The function is designed so that σ_upw ∈ [σ_min, σ_max ] and is close to σ_min in the LES region of DES and close to σ_max in the RANS, irrotational, and departure regions [14]. The series of simulations performed included three simulations, all carried out for compressible flow in free air rather than in the wind tunnel. The first and the second ones had σ_min = 0 and combined the 4^th order central scheme with 5^th and 3^rd order upwind-biased schemes, respectively, whereas the third one had σ_min = 0.2 and combined 4^th order central scheme with 3^rd order upwind-biased scheme. Thus the first scheme has the minimum and the third scheme the maximum numerical dissipation with the second scheme somewhere in between ^[1]. Some results from this series are presented in Figures 9, 10.

Increase of dissipation



Figure9: Effect of increase of numerical dissipation on snapshots of spanwise vortricity (upper row) and Power Spectral Density (PSD) of SA-IDDES streamwise velocity at a hot point in the wake of the downstream cylinder (lower row).
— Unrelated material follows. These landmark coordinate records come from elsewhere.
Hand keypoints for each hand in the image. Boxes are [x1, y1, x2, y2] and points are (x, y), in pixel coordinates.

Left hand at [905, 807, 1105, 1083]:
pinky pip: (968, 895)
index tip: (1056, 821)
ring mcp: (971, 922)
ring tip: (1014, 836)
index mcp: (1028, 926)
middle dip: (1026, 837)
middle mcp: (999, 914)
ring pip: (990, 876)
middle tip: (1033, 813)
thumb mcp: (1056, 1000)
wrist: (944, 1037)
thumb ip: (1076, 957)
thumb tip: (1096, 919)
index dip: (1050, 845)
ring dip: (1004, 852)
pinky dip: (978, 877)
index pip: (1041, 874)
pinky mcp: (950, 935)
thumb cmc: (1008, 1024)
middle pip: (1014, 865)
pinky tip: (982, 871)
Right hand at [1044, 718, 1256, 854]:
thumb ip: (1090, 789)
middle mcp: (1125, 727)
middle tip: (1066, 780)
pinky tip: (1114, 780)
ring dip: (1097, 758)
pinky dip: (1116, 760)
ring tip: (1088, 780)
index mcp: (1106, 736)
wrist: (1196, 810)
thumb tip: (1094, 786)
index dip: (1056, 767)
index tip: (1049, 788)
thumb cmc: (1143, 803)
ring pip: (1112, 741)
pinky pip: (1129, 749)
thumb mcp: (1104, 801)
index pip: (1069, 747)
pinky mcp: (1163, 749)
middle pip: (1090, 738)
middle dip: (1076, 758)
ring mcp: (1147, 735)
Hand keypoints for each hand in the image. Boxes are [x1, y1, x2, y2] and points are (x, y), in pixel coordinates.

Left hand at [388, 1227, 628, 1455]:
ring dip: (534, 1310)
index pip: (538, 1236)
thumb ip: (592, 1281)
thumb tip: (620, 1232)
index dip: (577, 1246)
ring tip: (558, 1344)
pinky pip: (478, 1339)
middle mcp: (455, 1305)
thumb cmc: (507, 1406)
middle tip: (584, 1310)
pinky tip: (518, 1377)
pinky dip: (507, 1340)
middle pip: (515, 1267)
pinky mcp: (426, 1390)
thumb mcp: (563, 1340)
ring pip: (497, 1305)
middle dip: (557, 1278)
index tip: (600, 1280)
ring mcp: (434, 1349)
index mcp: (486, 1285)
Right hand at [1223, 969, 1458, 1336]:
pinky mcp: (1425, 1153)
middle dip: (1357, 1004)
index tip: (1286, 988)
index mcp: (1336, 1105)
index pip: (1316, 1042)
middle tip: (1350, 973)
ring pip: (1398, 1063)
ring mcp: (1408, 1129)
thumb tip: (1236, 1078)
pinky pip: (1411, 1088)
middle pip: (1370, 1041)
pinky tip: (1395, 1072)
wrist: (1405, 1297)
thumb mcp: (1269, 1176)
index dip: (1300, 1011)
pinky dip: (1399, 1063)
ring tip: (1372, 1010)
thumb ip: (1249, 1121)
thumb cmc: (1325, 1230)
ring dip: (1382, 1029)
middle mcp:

Figure10: Effect of increase of numerical dissipation on centreline distributions of SA-IDDES mean velocity and 2D TKE in the gap between cylinders (left and middle frames) and on rms of pressure coefficient on the upstream cylinder (right frame).

They clearly show that increase of numerical dissipation causes a visible delay of the roll-up of the shear layer separated from the upstream cylinder and general damping of resolved turbulent structures (Figure 9). This, in turn, leads to a tangible variation not only of the unsteady pressure but also the mean flow parameters (Figure 10), which turns out to be comparable with their variation caused by the variation of the span size of the computational domain (see Figure 6 above). Based on these results, it can be concluded that using as low dissipative scheme as possible is essential for simulation of the considered and similar flows. Also, the fact that even relatively mild increase of the upwinding results in a considerable variation of the mean flow predictions suggests that the mandatory grid is not "fine-enough", which should be kept in mind when assessing agreement of results of simulations with the use of different turbulence modelling approaches with experiment presented in the comparison with experiment section below.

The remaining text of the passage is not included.